Aim of the task =
An exact transcription of the entries is required, with no images included.

** Opening Data for this exercise block **

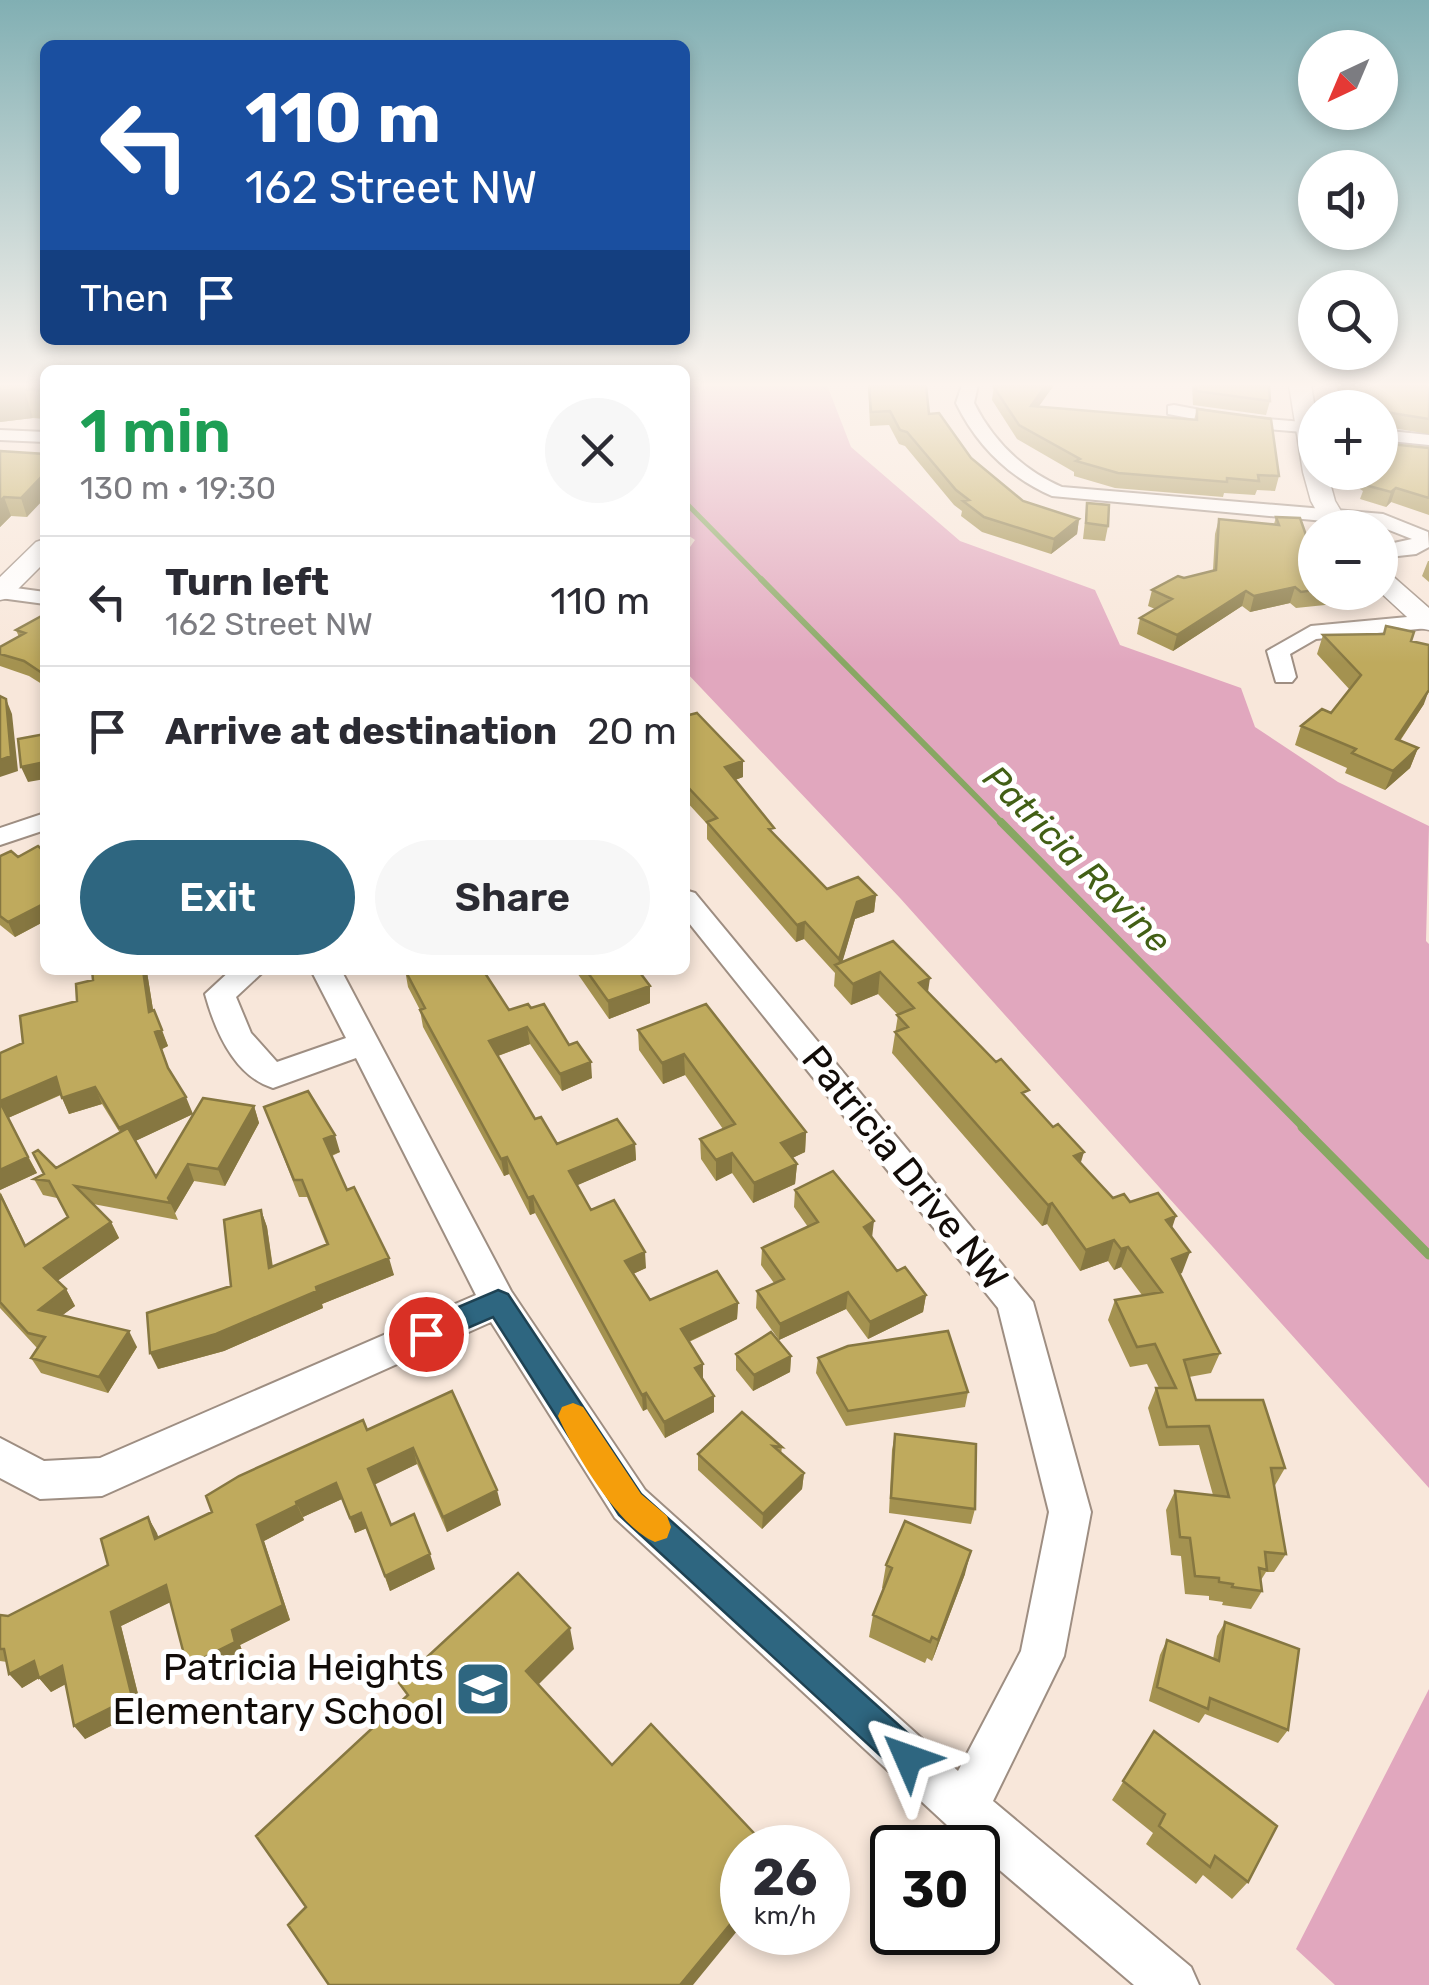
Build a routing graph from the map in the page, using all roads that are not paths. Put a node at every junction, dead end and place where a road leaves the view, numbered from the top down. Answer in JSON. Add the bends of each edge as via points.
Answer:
{"nodes":[{"id":1,"x":1029,"y":478,"type":"edge"},
{"id":2,"x":1298,"y":518,"type":"edge"},
{"id":3,"x":1398,"y":525,"type":"edge"},
{"id":4,"x":1398,"y":550,"type":"edge"},
{"id":5,"x":40,"y":552,"type":"edge"},
{"id":6,"x":0,"y":592,"type":"edge"},
{"id":7,"x":40,"y":593,"type":"edge"},
{"id":8,"x":40,"y":594,"type":"edge"},
{"id":9,"x":1398,"y":595,"type":"edge"},
{"id":10,"x":1428,"y":621,"type":"edge"},
{"id":11,"x":0,"y":624,"type":"edge"},
{"id":12,"x":1284,"y":678,"type":"dead end"},
{"id":13,"x":40,"y":824,"type":"edge"},
{"id":14,"x":0,"y":838,"type":"edge"},
{"id":15,"x":690,"y":906,"type":"edge"},
{"id":16,"x":244,"y":975,"type":"edge"},
{"id":17,"x":328,"y":975,"type":"edge"},
{"id":18,"x":361,"y":1044,"type":"junction"},
{"id":19,"x":498,"y":1302,"type":"junction"},
{"id":20,"x":0,"y":1457,"type":"edge"},
{"id":21,"x":964,"y":1808,"type":"junction"},
{"id":22,"x":1174,"y":1985,"type":"edge"}],
"edges":[{"from":1,"to":2,"type":"street","via":[[1059,492]]},
{"from":3,"to":4,"type":"street","via":[[1423,542]]},
{"from":5,"to":6,"type":"street"},
{"from":6,"to":7,"type":"street"},
{"from":8,"to":11,"type":"street"},
{"from":9,"to":10,"type":"street"},
{"from":10,"to":12,"type":"street","via":[[1311,633],[1278,651]]},
{"from":13,"to":14,"type":"street"},
{"from":15,"to":21,"type":"street","name":"Patricia Drive NW","via":[[1015,1302],[1070,1512],[1042,1656]]},
{"from":16,"to":18,"type":"street","via":[[220,994],[229,1027],[273,1076]]},
{"from":17,"to":18,"type":"street"},
{"from":18,"to":19,"type":"street"},
{"from":19,"to":20,"type":"street","via":[[102,1477],[40,1480]]},
{"from":19,"to":21,"type":"street","via":[[630,1504]]},
{"from":21,"to":22,"type":"street"}]}
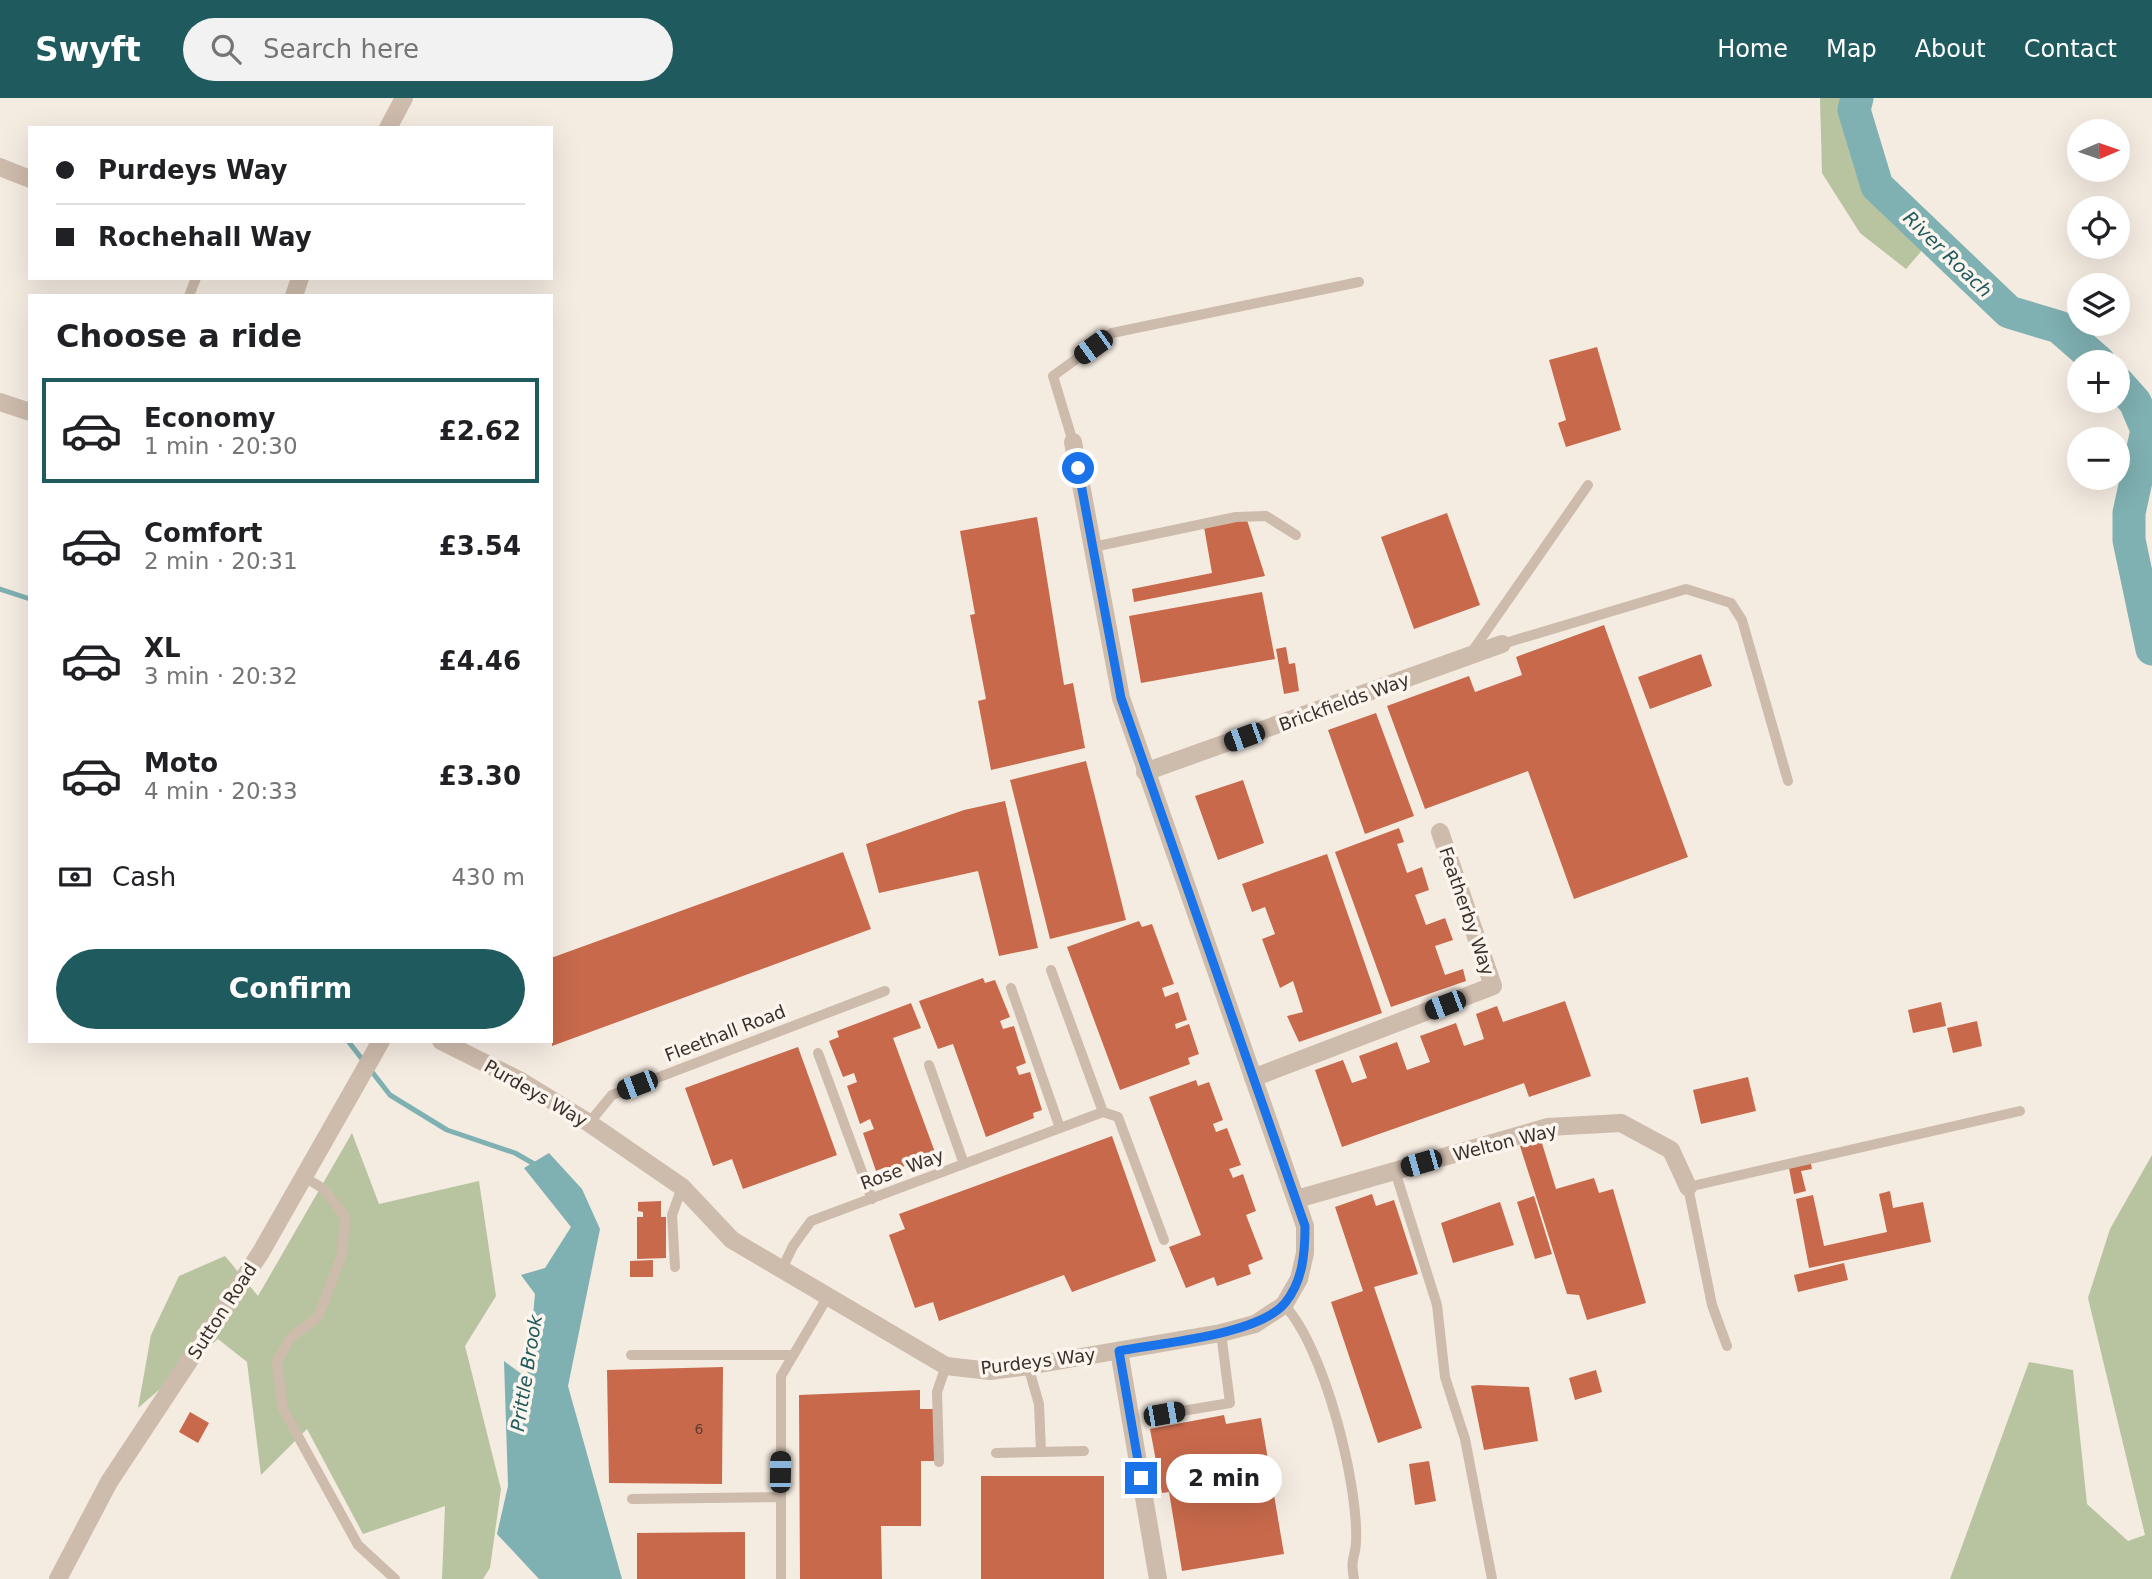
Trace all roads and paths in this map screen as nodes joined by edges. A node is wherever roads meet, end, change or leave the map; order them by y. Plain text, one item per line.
1 (404, 98) edge
2 (389, 126) edge
3 (0, 167) edge
4 (28, 178) edge
5 (1359, 282) dead end
6 (0, 402) edge
7 (28, 411) edge
8 (1073, 442) joint
9 (1588, 485) dead end
10 (1296, 535) dead end
11 (1093, 547) junction
12 (1502, 644) joint
13 (1467, 658) junction
14 (1145, 772) junction
15 (1788, 781) dead end
16 (1440, 832) dead end
17 (1051, 970) dead end
18 (1011, 988) dead end
19 (885, 991) dead end
20 (445, 1043) edge
21 (380, 1044) edge
22 (818, 1053) dead end
23 (929, 1065) dead end
24 (1253, 1078) junction
25 (1103, 1111) junction
26 (2020, 1111) dead end
27 (589, 1123) junction
28 (1060, 1128) junction
29 (964, 1164) junction
30 (1395, 1171) junction
31 (304, 1177) junction
32 (682, 1187) junction
33 (1689, 1187) junction
34 (872, 1199) junction
35 (1297, 1199) junction
36 (1164, 1240) dead end
37 (675, 1267) dead end
38 (781, 1271) junction
39 (827, 1298) junction
40 (1284, 1305) junction
41 (1221, 1333) junction
42 (1727, 1346) dead end
43 (1119, 1351) junction
44 (631, 1354) dead end
45 (791, 1355) junction
46 (946, 1366) junction
47 (1028, 1366) junction
48 (1164, 1414) dead end
49 (1084, 1451) dead end
50 (1041, 1452) junction
51 (996, 1453) dead end
52 (939, 1462) dead end
53 (780, 1497) junction
54 (632, 1499) dead end
55 (58, 1579) edge
56 (396, 1579) edge
57 (781, 1579) edge
58 (1158, 1579) edge
59 (1354, 1579) edge
60 (1492, 1579) edge

1 - 2 street
3 - 4 street
5 - 8 lane
6 - 7 street
8 - 11 street
9 - 13 lane
10 - 11 lane
11 - 14 street
12 - 13 street, Brickfields Way
12 - 15 lane
13 - 14 street, Brickfields Way
14 - 24 street
16 - 24 street, Featherby Way
17 - 25 lane
18 - 28 lane
19 - 27 lane, Fleethall Road
20 - 27 street, Purdeys Way
21 - 31 street, Sutton Road
22 - 34 lane
23 - 29 lane
24 - 35 street
25 - 28 lane, Rose Way
25 - 36 lane
26 - 33 lane
27 - 32 street, Purdeys Way
28 - 29 lane, Rose Way
29 - 34 lane, Rose Way
30 - 33 street, Welton Way
30 - 35 street, Welton Way
30 - 60 lane
31 - 55 street, Sutton Road
31 - 56 lane
32 - 37 lane
32 - 38 street, Purdeys Way
33 - 42 lane
34 - 38 lane, Rose Way
35 - 40 street
38 - 39 street, Purdeys Way
39 - 45 lane
39 - 46 street, Purdeys Way
40 - 41 street, Purdeys Way
40 - 59 lane
41 - 43 street, Purdeys Way
41 - 48 lane
43 - 47 street, Purdeys Way
43 - 58 street
44 - 45 lane
45 - 53 lane
46 - 47 street, Purdeys Way
46 - 52 lane
47 - 50 lane
49 - 50 lane
50 - 51 lane
53 - 54 lane
53 - 57 lane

** Closing Data for this exercise block **

Result =
Build a routing graph from the map in the page, using all roads that are not paths. Put a node at every junction, dead end and place where a road leaves the view, numbered from the top down. Answer in JSON. Add the bends of each edge as via points.
Answer:
{"nodes":[{"id":1,"x":1029,"y":478,"type":"edge"},
{"id":2,"x":1298,"y":518,"type":"edge"},
{"id":3,"x":1398,"y":525,"type":"edge"},
{"id":4,"x":1398,"y":550,"type":"edge"},
{"id":5,"x":40,"y":552,"type":"edge"},
{"id":6,"x":0,"y":592,"type":"edge"},
{"id":7,"x":40,"y":593,"type":"edge"},
{"id":8,"x":40,"y":594,"type":"edge"},
{"id":9,"x":1398,"y":595,"type":"edge"},
{"id":10,"x":1428,"y":621,"type":"edge"},
{"id":11,"x":0,"y":624,"type":"edge"},
{"id":12,"x":1284,"y":678,"type":"dead end"},
{"id":13,"x":40,"y":824,"type":"edge"},
{"id":14,"x":0,"y":838,"type":"edge"},
{"id":15,"x":690,"y":906,"type":"edge"},
{"id":16,"x":244,"y":975,"type":"edge"},
{"id":17,"x":328,"y":975,"type":"edge"},
{"id":18,"x":361,"y":1044,"type":"junction"},
{"id":19,"x":498,"y":1302,"type":"junction"},
{"id":20,"x":0,"y":1457,"type":"edge"},
{"id":21,"x":964,"y":1808,"type":"junction"},
{"id":22,"x":1174,"y":1985,"type":"edge"}],
"edges":[{"from":1,"to":2,"type":"street","via":[[1059,492]]},
{"from":3,"to":4,"type":"street","via":[[1423,542]]},
{"from":5,"to":6,"type":"street"},
{"from":6,"to":7,"type":"street"},
{"from":8,"to":11,"type":"street"},
{"from":9,"to":10,"type":"street"},
{"from":10,"to":12,"type":"street","via":[[1311,633],[1278,651]]},
{"from":13,"to":14,"type":"street"},
{"from":15,"to":21,"type":"street","name":"Patricia Drive NW","via":[[1015,1302],[1070,1512],[1042,1656]]},
{"from":16,"to":18,"type":"street","via":[[220,994],[229,1027],[273,1076]]},
{"from":17,"to":18,"type":"street"},
{"from":18,"to":19,"type":"street"},
{"from":19,"to":20,"type":"street","via":[[102,1477],[40,1480]]},
{"from":19,"to":21,"type":"street","via":[[630,1504]]},
{"from":21,"to":22,"type":"street"}]}
Trace all roads and paths in this map screen as nodes joined by edges. A node is wherever roads meet, end, change or leave the map; order them by y. Plain text, one item per line.
1 (404, 98) edge
2 (389, 126) edge
3 (0, 167) edge
4 (28, 178) edge
5 (1359, 282) dead end
6 (0, 402) edge
7 (28, 411) edge
8 (1073, 442) joint
9 (1588, 485) dead end
10 (1296, 535) dead end
11 (1093, 547) junction
12 (1502, 644) joint
13 (1467, 658) junction
14 (1145, 772) junction
15 (1788, 781) dead end
16 (1440, 832) dead end
17 (1051, 970) dead end
18 (1011, 988) dead end
19 (885, 991) dead end
20 (445, 1043) edge
21 (380, 1044) edge
22 (818, 1053) dead end
23 (929, 1065) dead end
24 (1253, 1078) junction
25 (1103, 1111) junction
26 (2020, 1111) dead end
27 (589, 1123) junction
28 (1060, 1128) junction
29 (964, 1164) junction
30 (1395, 1171) junction
31 (304, 1177) junction
32 (682, 1187) junction
33 (1689, 1187) junction
34 (872, 1199) junction
35 (1297, 1199) junction
36 (1164, 1240) dead end
37 (675, 1267) dead end
38 (781, 1271) junction
39 (827, 1298) junction
40 (1284, 1305) junction
41 (1221, 1333) junction
42 (1727, 1346) dead end
43 (1119, 1351) junction
44 (631, 1354) dead end
45 (791, 1355) junction
46 (946, 1366) junction
47 (1028, 1366) junction
48 (1164, 1414) dead end
49 (1084, 1451) dead end
50 (1041, 1452) junction
51 (996, 1453) dead end
52 (939, 1462) dead end
53 (780, 1497) junction
54 (632, 1499) dead end
55 (58, 1579) edge
56 (396, 1579) edge
57 (781, 1579) edge
58 (1158, 1579) edge
59 (1354, 1579) edge
60 (1492, 1579) edge

1 - 2 street
3 - 4 street
5 - 8 lane
6 - 7 street
8 - 11 street
9 - 13 lane
10 - 11 lane
11 - 14 street
12 - 13 street, Brickfields Way
12 - 15 lane
13 - 14 street, Brickfields Way
14 - 24 street
16 - 24 street, Featherby Way
17 - 25 lane
18 - 28 lane
19 - 27 lane, Fleethall Road
20 - 27 street, Purdeys Way
21 - 31 street, Sutton Road
22 - 34 lane
23 - 29 lane
24 - 35 street
25 - 28 lane, Rose Way
25 - 36 lane
26 - 33 lane
27 - 32 street, Purdeys Way
28 - 29 lane, Rose Way
29 - 34 lane, Rose Way
30 - 33 street, Welton Way
30 - 35 street, Welton Way
30 - 60 lane
31 - 55 street, Sutton Road
31 - 56 lane
32 - 37 lane
32 - 38 street, Purdeys Way
33 - 42 lane
34 - 38 lane, Rose Way
35 - 40 street
38 - 39 street, Purdeys Way
39 - 45 lane
39 - 46 street, Purdeys Way
40 - 41 street, Purdeys Way
40 - 59 lane
41 - 43 street, Purdeys Way
41 - 48 lane
43 - 47 street, Purdeys Way
43 - 58 street
44 - 45 lane
45 - 53 lane
46 - 47 street, Purdeys Way
46 - 52 lane
47 - 50 lane
49 - 50 lane
50 - 51 lane
53 - 54 lane
53 - 57 lane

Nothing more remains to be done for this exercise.